Excuse me ma’am but the #BachelorNation correct terminology would be ‘Don’t let all of them into your fantasy suite.’ JEEEEZE, there are children watching.
WE MEET THE GUYS
 Kenny, 35, Las Vegas NV, Professional Wrestler This guy dancing what I’m pretty sure is ‘JuJu on that Beat’ with his daughter to the dubbed over tune of royalty-free romantic Bachelorette music is actually pretty adorable.
Kenny
“I’ve been around a lot of rings, maybe the next ring that I touch will be the one I give to you Rachel.”
Yeah, either that or ringworm…
Jack Stone, 31, Dallas TX, Attorney Wait. Hold up. This guy gets a first AND last name??? What happened to the one letter abbreviation format like Ashleigh I. or Melody D.?! Full disclosure, I made that second one up but it still begs the question does this guy have two first names?? Is one of those first names Stone?? Will my question mark key ever get a break this season???? Stay tuned to find out.

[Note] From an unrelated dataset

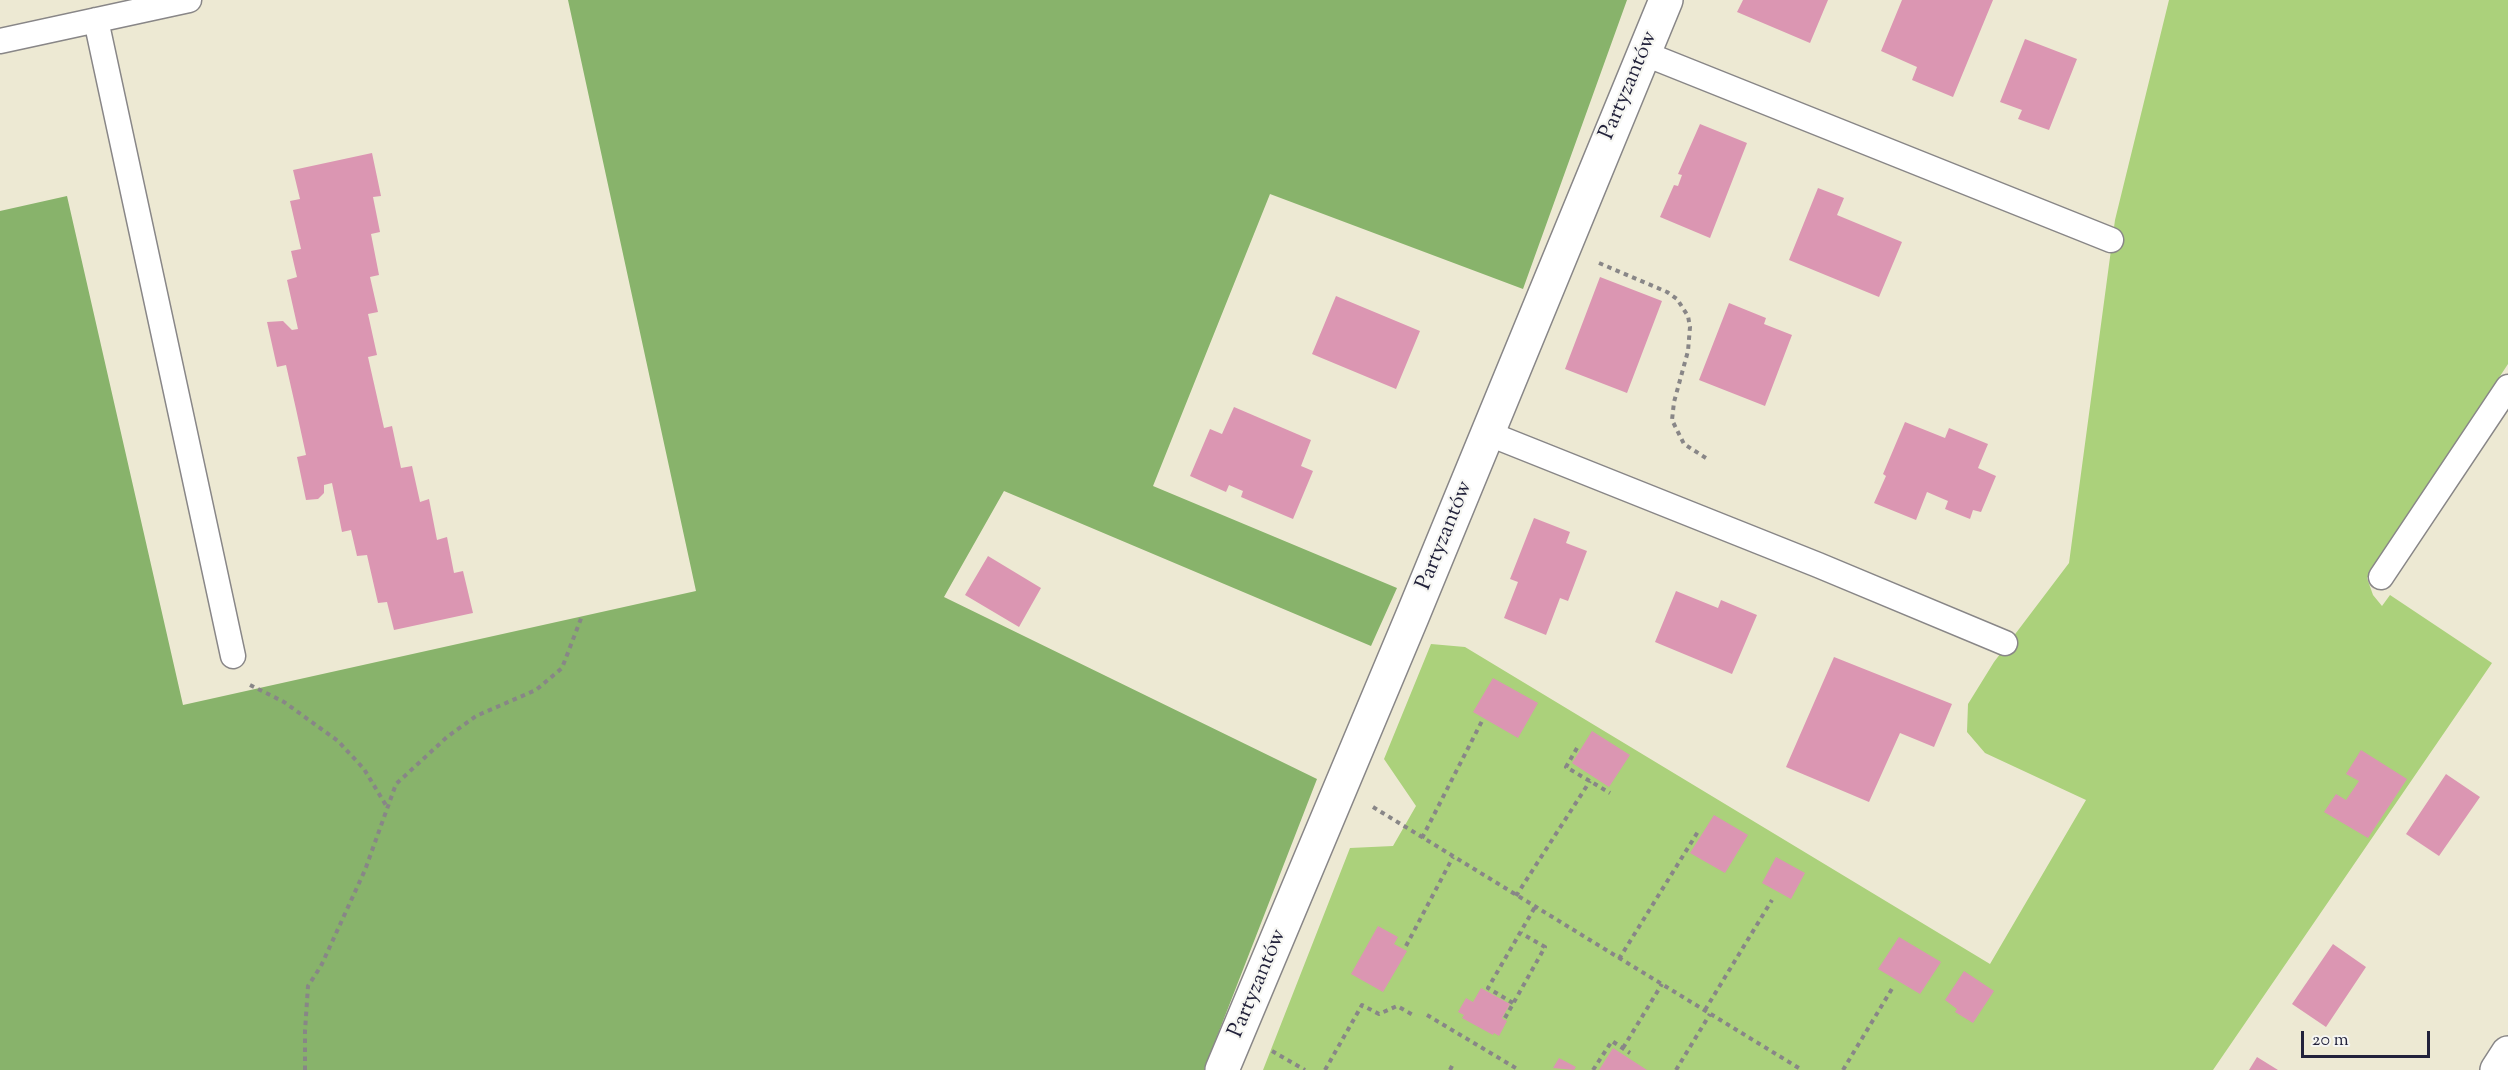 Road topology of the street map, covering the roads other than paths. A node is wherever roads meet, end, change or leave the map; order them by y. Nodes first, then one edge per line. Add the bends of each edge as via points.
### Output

Lucas, 30, Woodside CA, Whaboom AKA Whaboom. I already hate everything about this guy. We are not here for slapstick humor!! We are here to satirically mock our deep-seeded belief in love at first site. This dude is Johnny Bravo and  Peter Griffin rolled into one and I’m simply not having it. Plus I inherently mistrust anyone with a personal catchphrase. (A few exceptions stand #Whabalubadubdub)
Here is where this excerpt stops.